***** ENTRIES SUPPLIED
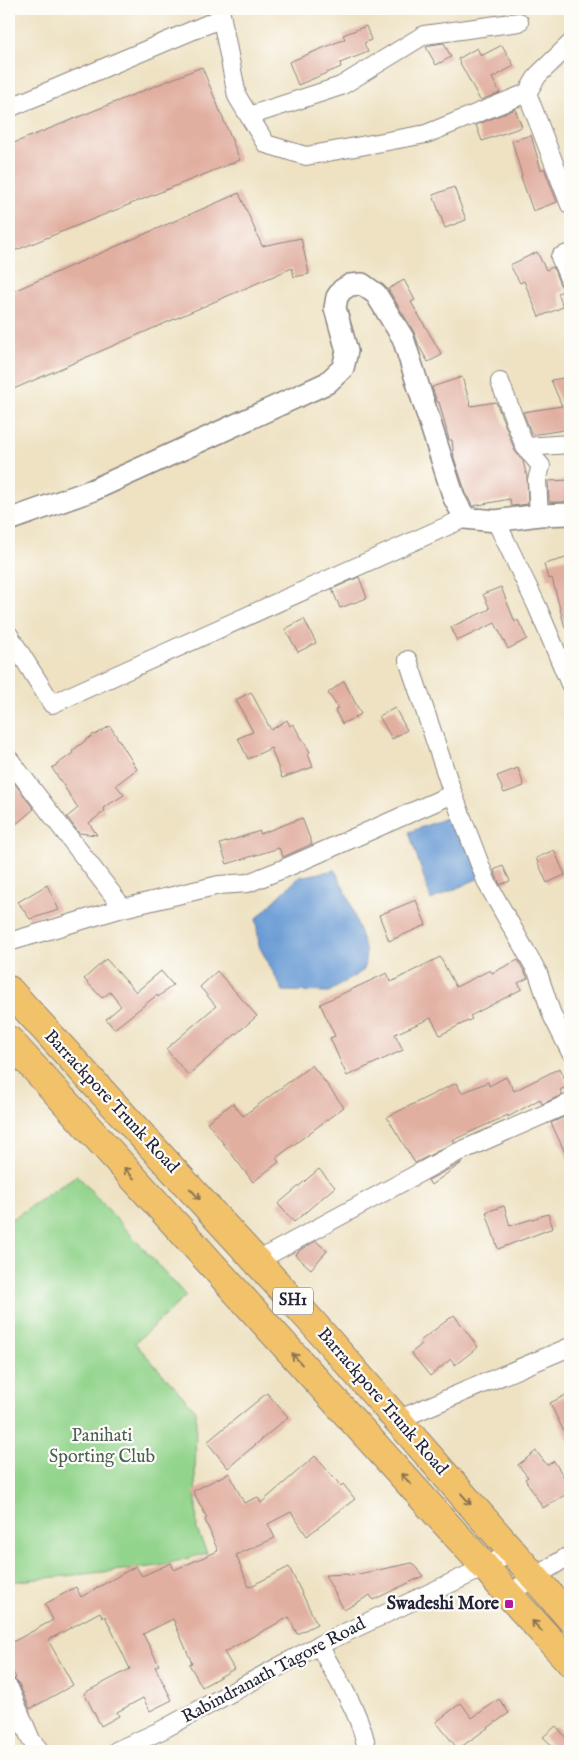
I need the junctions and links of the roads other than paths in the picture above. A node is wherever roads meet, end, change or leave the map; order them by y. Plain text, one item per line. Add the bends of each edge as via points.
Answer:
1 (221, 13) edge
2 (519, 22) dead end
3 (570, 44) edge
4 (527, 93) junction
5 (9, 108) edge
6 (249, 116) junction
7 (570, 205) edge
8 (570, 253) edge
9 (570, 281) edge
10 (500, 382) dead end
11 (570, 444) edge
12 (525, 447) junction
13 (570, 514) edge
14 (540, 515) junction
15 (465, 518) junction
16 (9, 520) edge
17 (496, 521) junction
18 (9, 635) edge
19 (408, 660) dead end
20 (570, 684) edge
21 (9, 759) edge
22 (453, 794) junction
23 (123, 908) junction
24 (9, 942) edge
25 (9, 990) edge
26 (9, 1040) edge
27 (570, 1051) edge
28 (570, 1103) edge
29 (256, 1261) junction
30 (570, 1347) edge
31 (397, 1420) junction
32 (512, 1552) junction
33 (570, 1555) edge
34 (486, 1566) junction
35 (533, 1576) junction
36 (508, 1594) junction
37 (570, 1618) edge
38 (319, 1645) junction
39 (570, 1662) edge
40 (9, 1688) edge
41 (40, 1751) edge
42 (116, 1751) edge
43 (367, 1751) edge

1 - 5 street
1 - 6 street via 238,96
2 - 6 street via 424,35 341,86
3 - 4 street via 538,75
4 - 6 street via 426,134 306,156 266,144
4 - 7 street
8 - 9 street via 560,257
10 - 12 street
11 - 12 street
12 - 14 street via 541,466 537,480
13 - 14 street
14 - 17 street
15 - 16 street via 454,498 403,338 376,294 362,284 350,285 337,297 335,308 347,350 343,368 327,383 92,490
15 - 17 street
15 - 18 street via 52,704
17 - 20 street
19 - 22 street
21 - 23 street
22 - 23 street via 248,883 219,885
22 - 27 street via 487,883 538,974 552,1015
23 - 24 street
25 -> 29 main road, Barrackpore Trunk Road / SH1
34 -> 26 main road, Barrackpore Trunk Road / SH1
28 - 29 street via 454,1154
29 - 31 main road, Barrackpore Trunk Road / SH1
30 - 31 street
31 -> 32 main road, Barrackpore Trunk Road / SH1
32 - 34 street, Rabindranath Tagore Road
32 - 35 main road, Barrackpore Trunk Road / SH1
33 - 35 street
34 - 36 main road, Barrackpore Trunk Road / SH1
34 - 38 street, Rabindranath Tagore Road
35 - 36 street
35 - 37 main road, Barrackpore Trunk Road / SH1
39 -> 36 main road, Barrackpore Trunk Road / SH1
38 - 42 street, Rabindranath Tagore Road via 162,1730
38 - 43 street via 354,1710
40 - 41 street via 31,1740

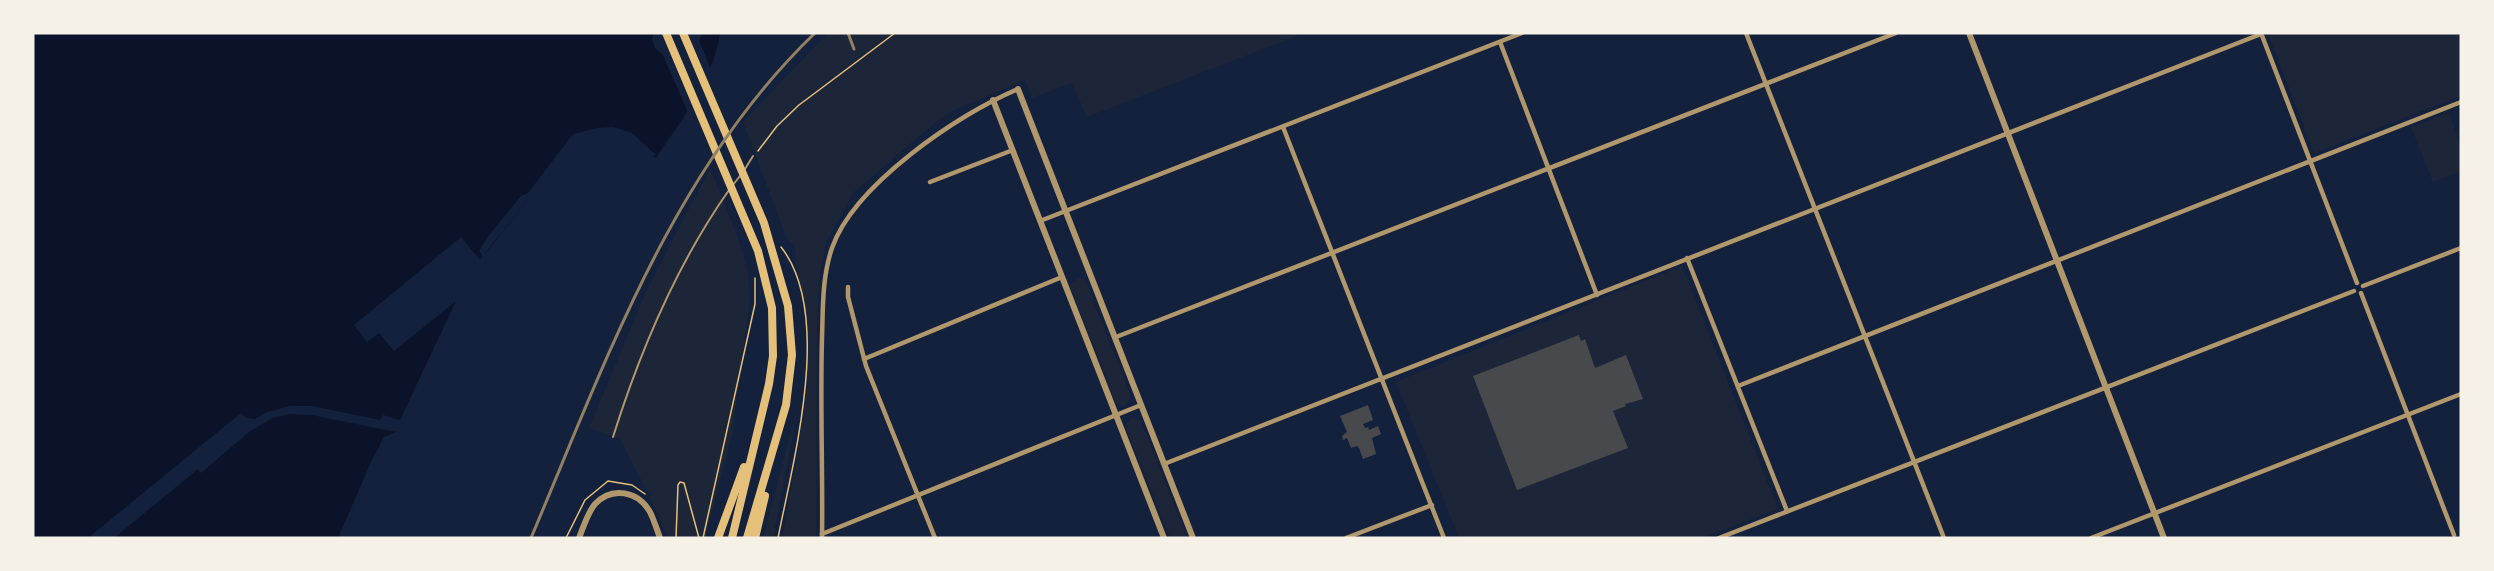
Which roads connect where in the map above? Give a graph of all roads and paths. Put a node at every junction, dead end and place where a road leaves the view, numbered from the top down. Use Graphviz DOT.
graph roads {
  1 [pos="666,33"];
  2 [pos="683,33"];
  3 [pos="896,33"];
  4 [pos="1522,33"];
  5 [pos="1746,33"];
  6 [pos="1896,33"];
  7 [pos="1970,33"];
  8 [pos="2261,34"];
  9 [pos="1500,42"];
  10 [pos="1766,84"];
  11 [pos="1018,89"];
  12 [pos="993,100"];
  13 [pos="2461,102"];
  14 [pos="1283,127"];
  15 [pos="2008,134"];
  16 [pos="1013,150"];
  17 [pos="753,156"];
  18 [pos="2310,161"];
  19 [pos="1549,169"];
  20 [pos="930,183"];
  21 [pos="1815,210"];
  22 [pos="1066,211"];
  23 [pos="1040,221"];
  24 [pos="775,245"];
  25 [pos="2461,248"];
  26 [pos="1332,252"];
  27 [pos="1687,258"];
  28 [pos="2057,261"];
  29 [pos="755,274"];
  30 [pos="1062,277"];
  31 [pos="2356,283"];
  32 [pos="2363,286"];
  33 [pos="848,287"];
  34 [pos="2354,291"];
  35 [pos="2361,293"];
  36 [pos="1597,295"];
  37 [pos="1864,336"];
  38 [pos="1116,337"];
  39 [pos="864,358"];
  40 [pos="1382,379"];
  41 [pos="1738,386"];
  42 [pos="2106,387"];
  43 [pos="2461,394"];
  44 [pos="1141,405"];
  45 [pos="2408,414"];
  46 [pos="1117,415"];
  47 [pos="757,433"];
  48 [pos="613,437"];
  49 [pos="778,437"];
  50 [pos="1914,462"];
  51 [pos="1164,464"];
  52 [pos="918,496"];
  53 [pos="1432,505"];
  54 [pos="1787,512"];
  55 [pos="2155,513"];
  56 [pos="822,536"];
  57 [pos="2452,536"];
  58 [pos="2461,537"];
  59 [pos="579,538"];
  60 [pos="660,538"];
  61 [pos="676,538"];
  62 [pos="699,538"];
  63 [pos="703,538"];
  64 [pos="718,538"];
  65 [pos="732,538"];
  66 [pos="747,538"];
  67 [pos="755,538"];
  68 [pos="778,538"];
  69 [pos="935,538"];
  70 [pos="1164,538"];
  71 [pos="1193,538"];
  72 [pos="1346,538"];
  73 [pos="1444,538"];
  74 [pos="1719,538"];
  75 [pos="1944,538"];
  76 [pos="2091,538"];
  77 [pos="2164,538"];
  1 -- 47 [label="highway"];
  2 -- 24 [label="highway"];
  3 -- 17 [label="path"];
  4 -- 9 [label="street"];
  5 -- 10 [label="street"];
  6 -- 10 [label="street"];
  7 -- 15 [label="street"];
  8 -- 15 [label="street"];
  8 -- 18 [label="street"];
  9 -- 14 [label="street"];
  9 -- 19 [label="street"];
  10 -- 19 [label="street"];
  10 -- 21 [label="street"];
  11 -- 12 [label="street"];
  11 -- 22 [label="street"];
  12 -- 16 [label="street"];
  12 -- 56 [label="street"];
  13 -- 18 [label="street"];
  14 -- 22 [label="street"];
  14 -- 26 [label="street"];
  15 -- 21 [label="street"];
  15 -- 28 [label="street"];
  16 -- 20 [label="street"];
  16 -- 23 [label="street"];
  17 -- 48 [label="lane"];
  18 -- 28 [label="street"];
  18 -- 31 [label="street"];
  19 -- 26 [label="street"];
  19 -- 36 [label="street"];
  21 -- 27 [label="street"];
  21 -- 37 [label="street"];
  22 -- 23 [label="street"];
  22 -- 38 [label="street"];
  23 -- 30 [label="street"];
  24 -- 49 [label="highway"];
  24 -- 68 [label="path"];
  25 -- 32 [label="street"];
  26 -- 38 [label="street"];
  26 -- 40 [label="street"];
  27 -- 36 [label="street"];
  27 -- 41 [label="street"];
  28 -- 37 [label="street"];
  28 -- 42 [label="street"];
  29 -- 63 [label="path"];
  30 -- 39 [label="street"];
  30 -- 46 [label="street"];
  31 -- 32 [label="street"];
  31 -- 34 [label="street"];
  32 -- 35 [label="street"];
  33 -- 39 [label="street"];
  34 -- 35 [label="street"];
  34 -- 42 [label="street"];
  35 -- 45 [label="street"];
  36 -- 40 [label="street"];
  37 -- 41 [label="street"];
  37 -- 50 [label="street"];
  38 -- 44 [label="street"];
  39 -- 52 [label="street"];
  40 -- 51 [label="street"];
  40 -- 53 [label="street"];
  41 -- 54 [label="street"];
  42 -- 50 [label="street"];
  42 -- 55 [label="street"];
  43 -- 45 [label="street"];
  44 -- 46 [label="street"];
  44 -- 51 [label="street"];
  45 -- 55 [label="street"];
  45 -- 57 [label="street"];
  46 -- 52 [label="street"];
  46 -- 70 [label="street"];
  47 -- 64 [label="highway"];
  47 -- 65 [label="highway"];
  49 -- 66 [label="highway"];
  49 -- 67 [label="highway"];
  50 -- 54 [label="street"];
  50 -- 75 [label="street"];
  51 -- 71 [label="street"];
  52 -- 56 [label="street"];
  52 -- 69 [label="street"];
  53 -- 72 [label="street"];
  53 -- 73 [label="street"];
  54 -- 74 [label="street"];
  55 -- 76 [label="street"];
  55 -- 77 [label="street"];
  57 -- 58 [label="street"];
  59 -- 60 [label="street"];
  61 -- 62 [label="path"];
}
**********
***** ENTRIES SUPPLIED
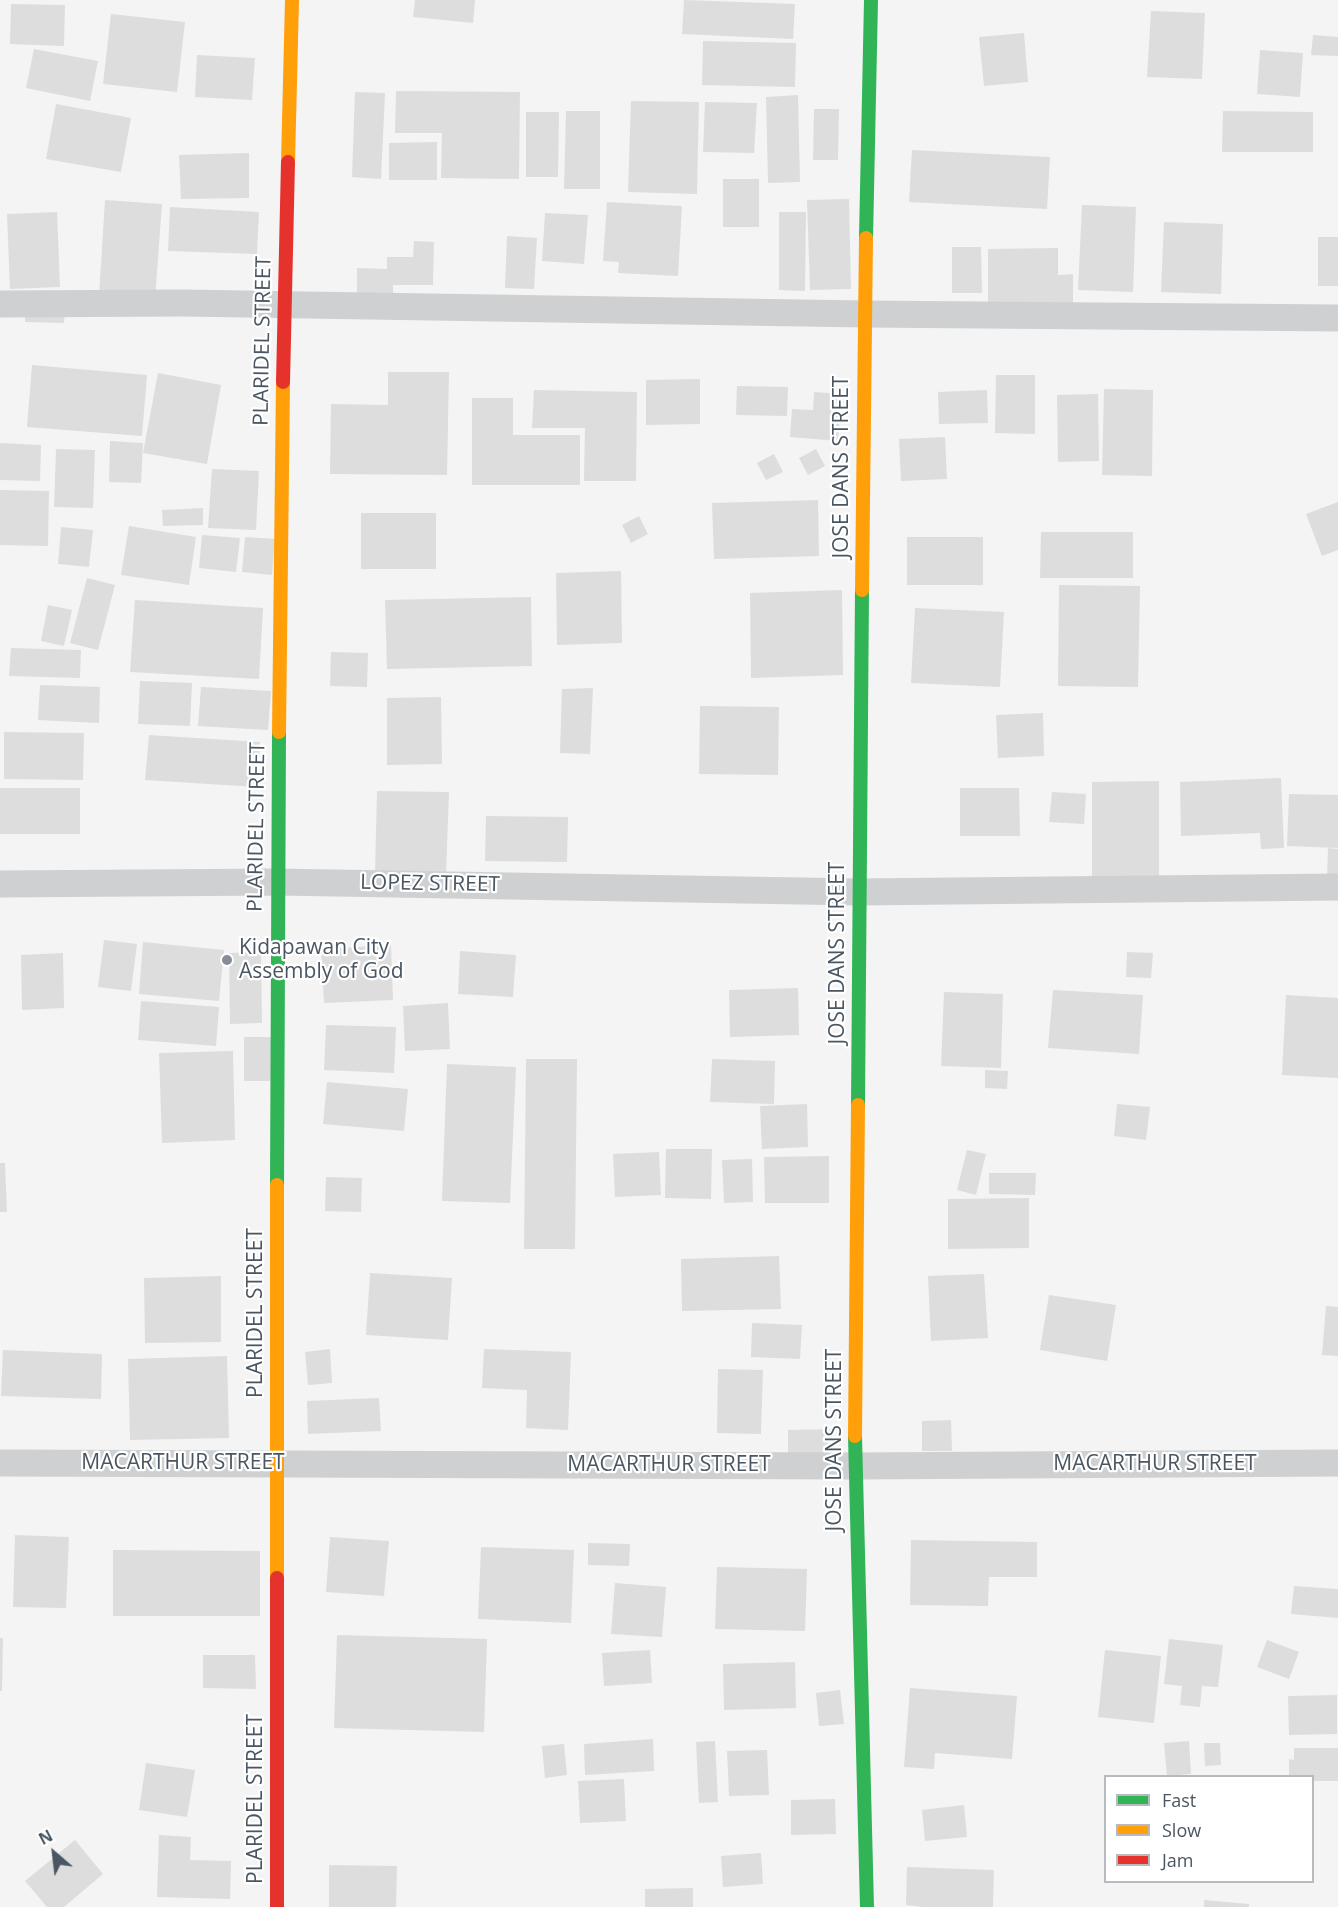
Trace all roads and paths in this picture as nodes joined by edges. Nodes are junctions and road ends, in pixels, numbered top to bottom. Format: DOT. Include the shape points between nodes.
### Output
**********
***** ENTRIES SUPPLIED
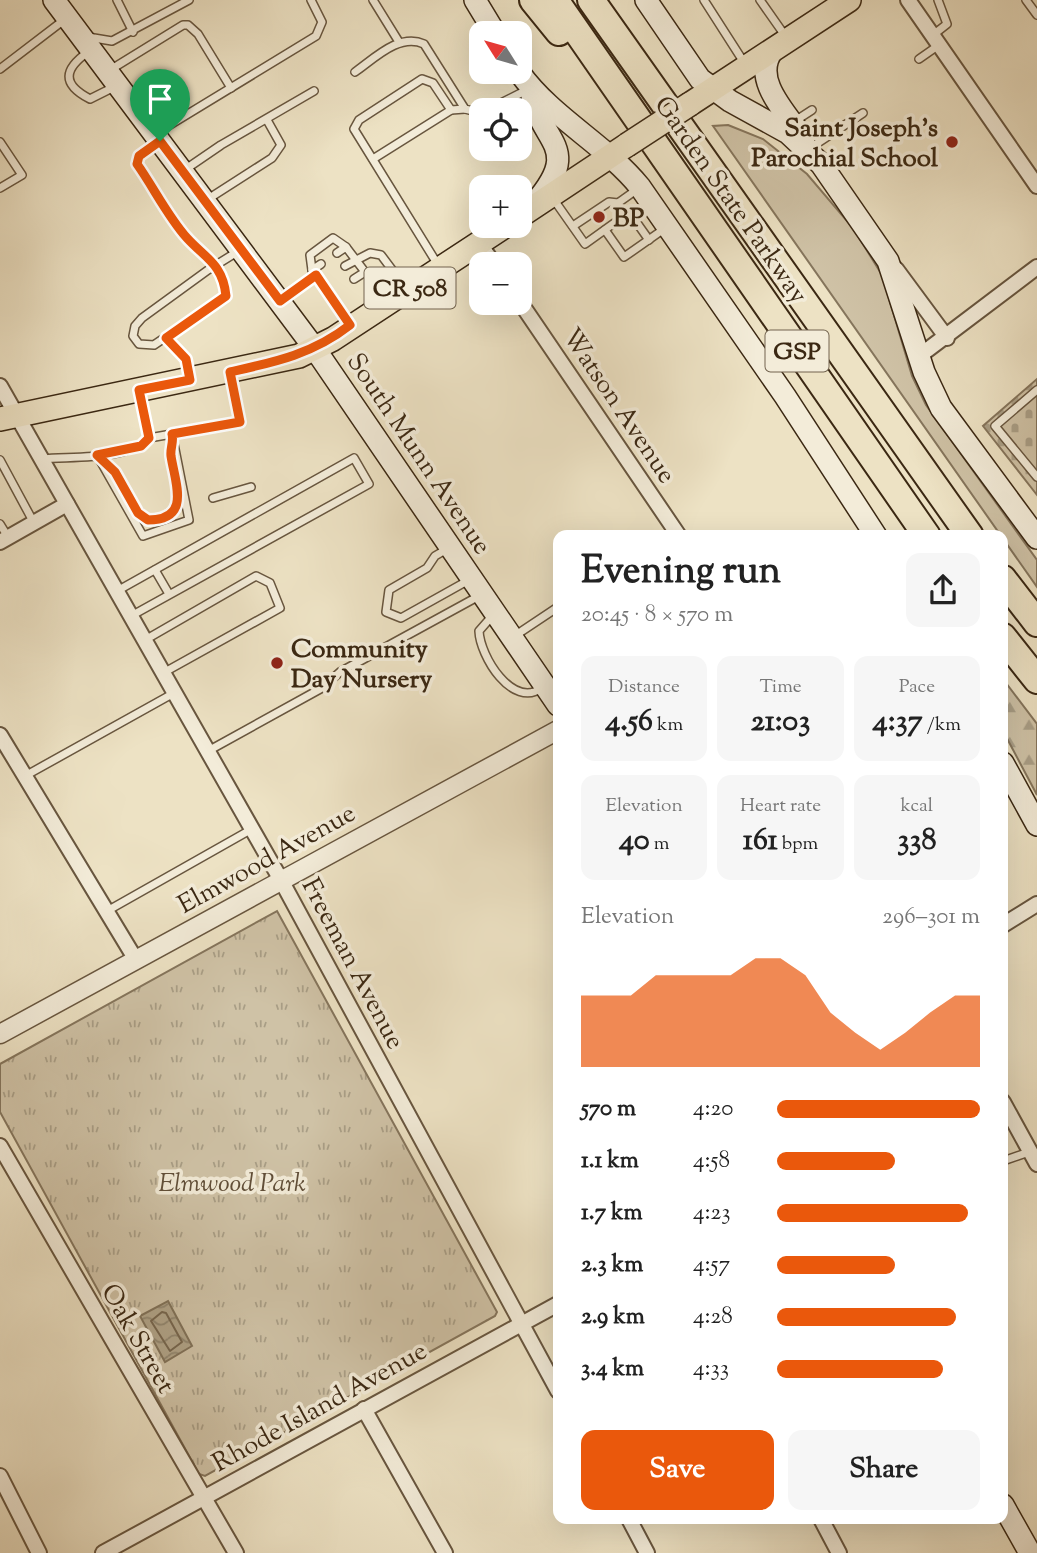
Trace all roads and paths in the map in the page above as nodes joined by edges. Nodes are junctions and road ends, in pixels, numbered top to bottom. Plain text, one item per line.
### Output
**********
- **TASK DIRECTIONS**: The answer needed is a single number: how many lines in the records above hold the string "bottom". Please write nothing else.

- **SOLUTION**: 2